Austen in August: Persuasion Read Along

How glorious to have an excuse to read! I haven't started it yet, but in honor of Austen in August and my very favorite of dear Jane's novels, I have coerced my family into allowing me this indulgence. I will read Persuasion! How perfectly delightful! I'm exuberant (can't you tell?).

Misty has provided some very well thought out and tidy guidelines for this discussion (check them out here: Three posts will follow this, addressing in turn the beginning of the book (chapters 1-7), its middle (8-18), and the end (19 on). I doubt I'll be able to resist a further post on the rewritten chapters. All this is to be proceeded by some getting to know you questions, which I will respond to now:

1. Was Persuasion the first Austen book you read?
No. My first Austen novel was Northanger Abbey, but Persuasion is the only Austen I ever encountered in a classroom. That fact is only notable because, as a student of English literature, I was assigned Jane Eyre no less than four times, Middlemarch twice, The Awakening at least three times, and all judiciously dispersed amid regular doses of Virgina Woolf. Amidst all this clamor for the great ladies of literature, where was my sweet Jane? Enduring horrific negligence, an untenable situation which I trust is now being addressed.

2. Is this the first time you've read Persuasion?

Apparently not. I do not know how many times I have read it, but let's just say I am as familiar with the wording of the Baronetage as Sir Walter himself. Further, I have several editions of the book, and am struggling to decide between two which I shall use for the read along: my extremely well-loved Oxford World's Classics (1998), or the annotated edition by David M. Shapard, my review of which you can read here.
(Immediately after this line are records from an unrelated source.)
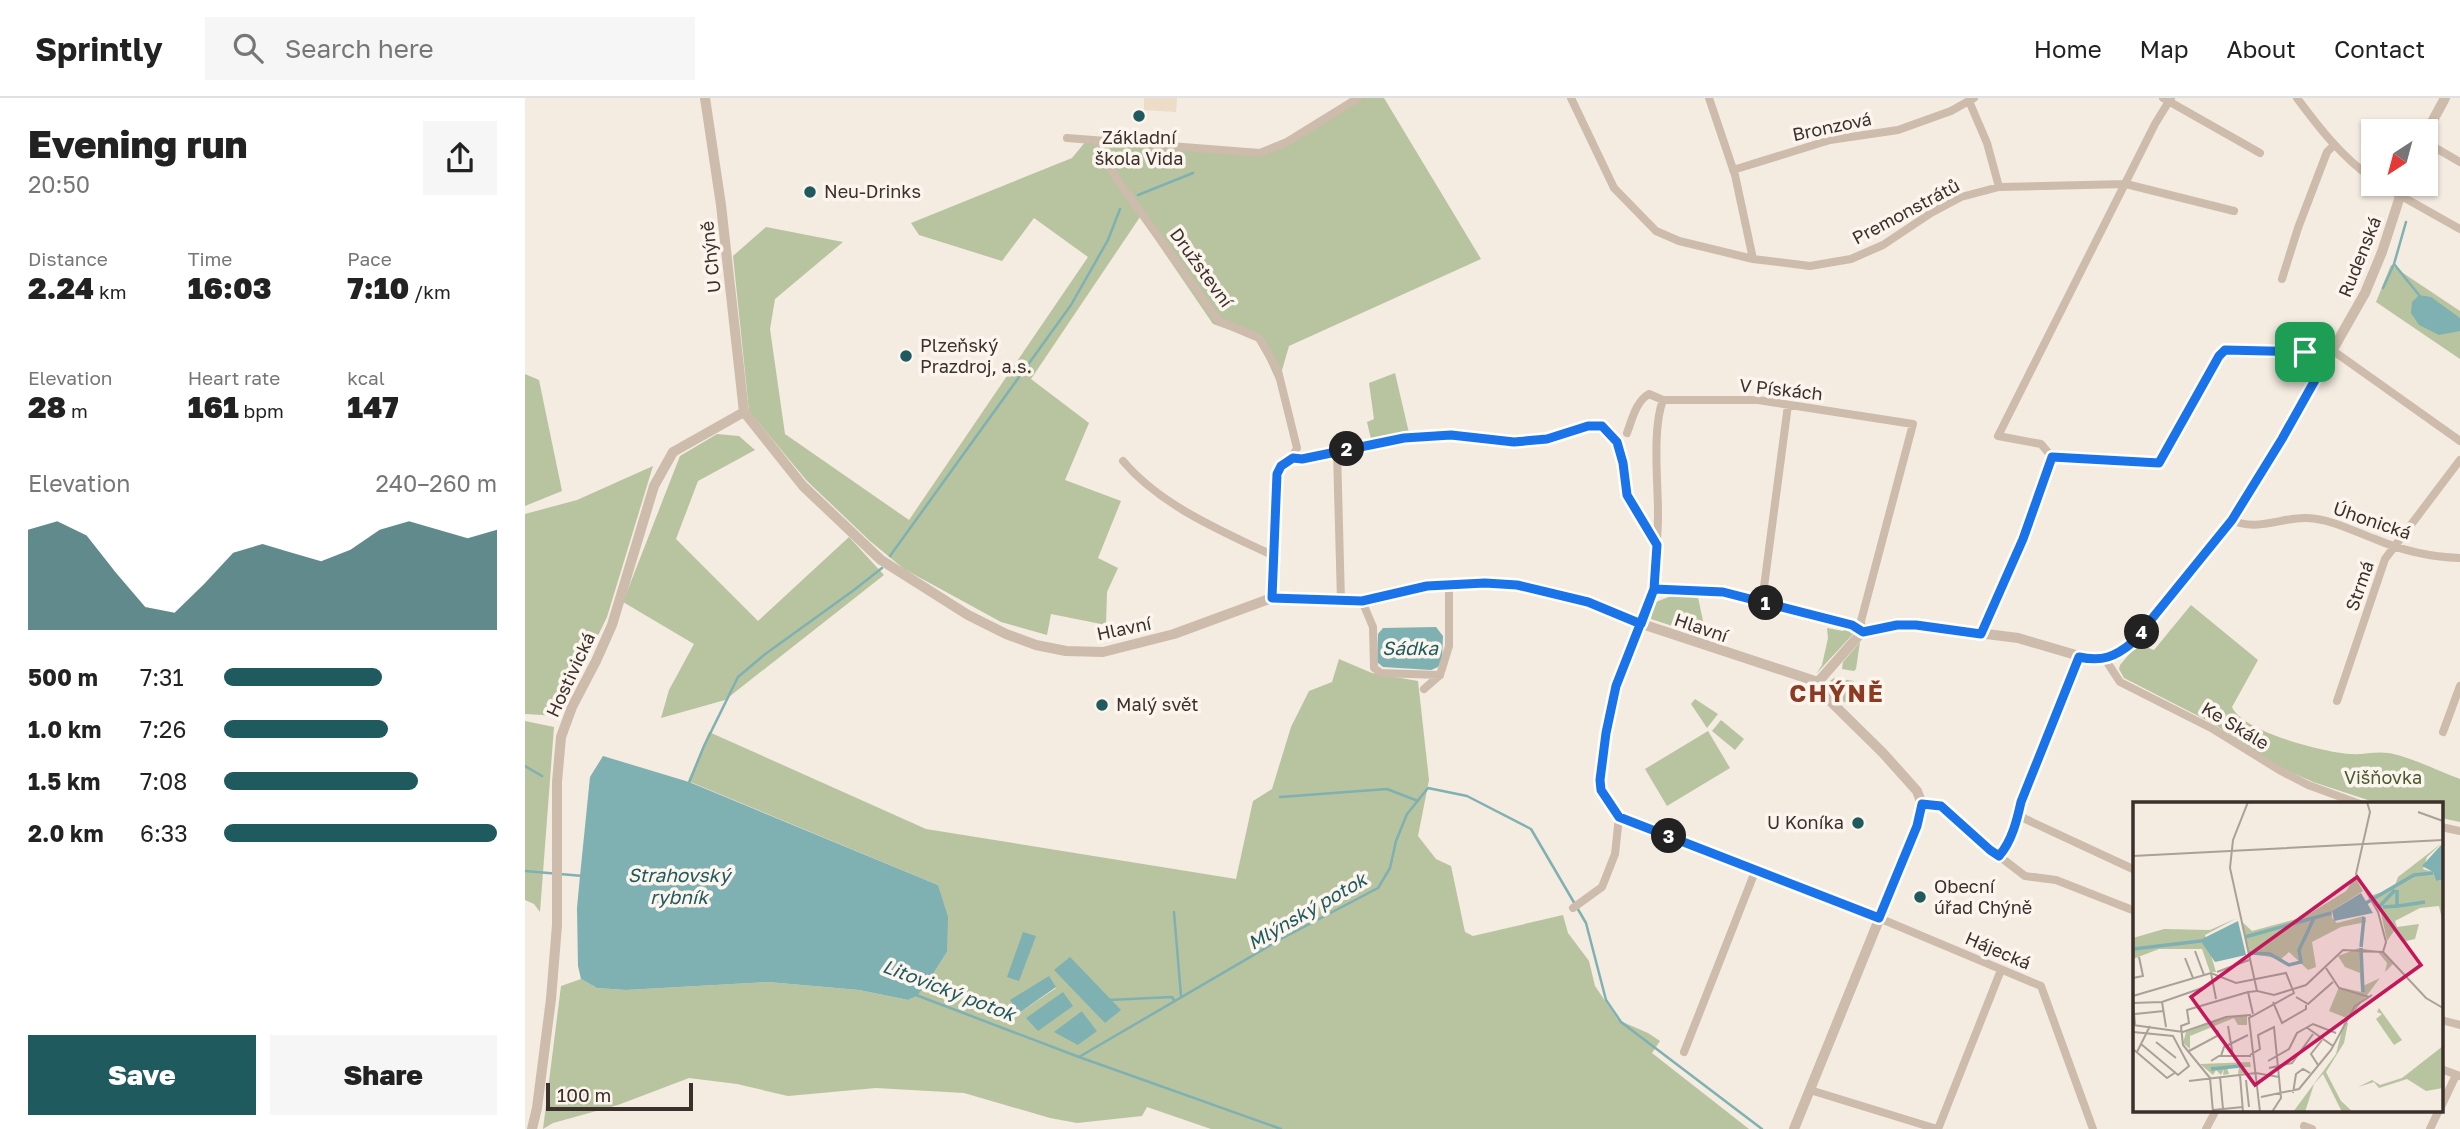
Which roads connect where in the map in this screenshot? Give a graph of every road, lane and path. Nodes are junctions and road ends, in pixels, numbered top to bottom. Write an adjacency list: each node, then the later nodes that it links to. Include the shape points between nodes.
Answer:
1 (705, 98): 29 (street, U Chýně)
2 (1358, 98): 11 (street, via 1287,142 1260,153)
3 (1571, 98): 24 (street, Premonstrátů, via 1614,188 1656,231)
4 (1709, 98): 17 (street)
5 (2297, 98): 12 (street)
6 (2445, 98): 9 (street)
7 (2168, 99): 14 (street); 18 (street)
8 (1972, 100): 17 (street, Bronzová, via 1898,130 1830,140); 19 (street)
9 (2434, 119)
10 (1067, 138): 11 (street)
11 (1098, 142): 34 (street, Družstevní, via 1116,178 1219,321 1259,338 1277,370 1297,448)
12 (2334, 145): 16 (street); 25 (street, via 2312,190)
13 (2438, 149): 15 (street)
14 (2260, 153)
15 (2460, 162)
16 (2361, 169)
17 (1733, 170): 24 (street)
18 (2126, 184): 19 (street, Premonstrátů); 22 (street, Premonstrátů); 33 (street, via 1998,436 2041,444)
19 (1999, 187): 24 (street, Premonstrátů, via 1961,197 1851,259 1811,266)
20 (2401, 196): 26 (street, Rudenská, via 2365,293)
21 (2403, 196): 23 (street)
22 (2234, 211)
23 (2460, 229)
24 (1753, 259)
25 (2282, 279)
26 (2330, 354): 31 (street); 33 (street, via 2225,350 2159,463); 37 (street, Rudenská)
27 (1663, 400): 28 (street, V Pískách, via 1758,400); 30 (street, V Pískách, via 1649,394 1643,397); 38 (street, via 1657,452)
28 (1788, 405): 47 (street); 49 (street, V Pískách, via 1913,424 1861,621)
29 (744, 412): 44 (street, Hlavní, via 803,486 881,560 952,606 1036,645 1066,652 1108,651 1174,634); 78 (street, Hostivická, via 673,452 662,468 612,625 561,737 557,925)
30 (1627, 433)
31 (2460, 441)
32 (1337, 451): 34 (street); 38 (street, via 1404,438 1451,435 1514,442 1547,439 1602,426 1617,442 1627,495); 45 (street)
33 (2052, 457): 50 (street, via 2023,539)
34 (1293, 458): 40 (street, via 1277,474)
35 (2460, 460): 39 (street, Strmá)
36 (1123, 461): 40 (street, via 1144,484 1201,520)
37 (2232, 520): 39 (street, Úhonická, via 2250,525 2323,520); 52 (street, Rudenská, via 2133,642)
38 (1657, 545): 43 (street)
39 (2395, 547): 41 (street, Úhonická, via 2433,557); 57 (street, Strmá, via 2385,559)
40 (1274, 556): 44 (street)
41 (2460, 558)
42 (1449, 584): 46 (street, Hlavní); 48 (street, Hlavní, via 1517,585 1588,602); 53 (street, via 1449,646)
43 (1654, 589): 47 (street, via 1723,592); 48 (street)
44 (1272, 598): 45 (street, Hlavní)
45 (1341, 601): 46 (street, Hlavní)
46 (1362, 601): 53 (street, via 1373,627 1374,668 1381,673)
47 (1762, 603): 49 (street, via 1852,625)
48 (1641, 624): 54 (street, Hlavní); 62 (street, via 1616,686 1600,780 1601,790)
49 (1863, 632): 50 (street, via 1916,625); 54 (street)
50 (1981, 634): 51 (street, via 2018,638)
51 (2079, 657): 52 (street); 61 (street)
52 (2105, 659): 59 (street, Ke Skále, via 2120,682 2308,785)
53 (1440, 675): 56 (street)
54 (1818, 682): 60 (street, via 1825,696 1917,790)
55 (2460, 685): 58 (street)
56 (1424, 689)
57 (2337, 701)
58 (2443, 732)
59 (2357, 802)
60 (1922, 804): 63 (street, via 1941,806); 68 (street)
61 (2019, 816): 63 (street); 65 (street)
62 (1619, 817): 64 (street, Hájecká); 66 (street, via 1615,854 1602,887)
63 (1999, 856): 67 (street, via 2025,876 2056,880)
64 (1756, 869): 68 (street, Hájecká); 72 (street)
65 (2133, 870)
66 (1573, 908)
67 (2133, 911)
68 (1879, 918): 69 (street, Hájecká); 74 (street)
69 (2001, 970): 80 (street); 81 (street, Hájecká, via 2041,986)
70 (2443, 1021): 71 (street)
71 (2460, 1025)
72 (1684, 1052)
73 (2458, 1076): 75 (street)
74 (1810, 1090): 79 (street); 80 (street)
75 (2443, 1103)
76 (2214, 1112): 82 (street)
77 (2438, 1112): 83 (street)
78 (532, 1129)
79 (1794, 1129)
80 (1937, 1129)
81 (2094, 1129)
82 (2206, 1129)
83 (2430, 1129)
I think the latter has an edge, if for no reason other than that the former's spine is threatening to give out.

3. How many other Austen books have you read? & 4. Will you read more of them/reread them?

I have read them all numerous times and cannot imagine why I would ever cease to do so. Those familiar with me and this blog are well-acquainted with my passion. One of the things I most look forward to in this read along is hearing from those who have not read Persuasion so many times. I have written here before about how sad it is to lose your first enthusiastic impression of a novel, even when each reread brings new pleasures. Perhaps this will help me recapture a sense of novelty.

Now I am off to start reading, possibly aloud to my child. It might be the only way to get this done.

1 comment:

  1. My kids loved being read to aloud. They fussed and fidgeted for show, but they still remember!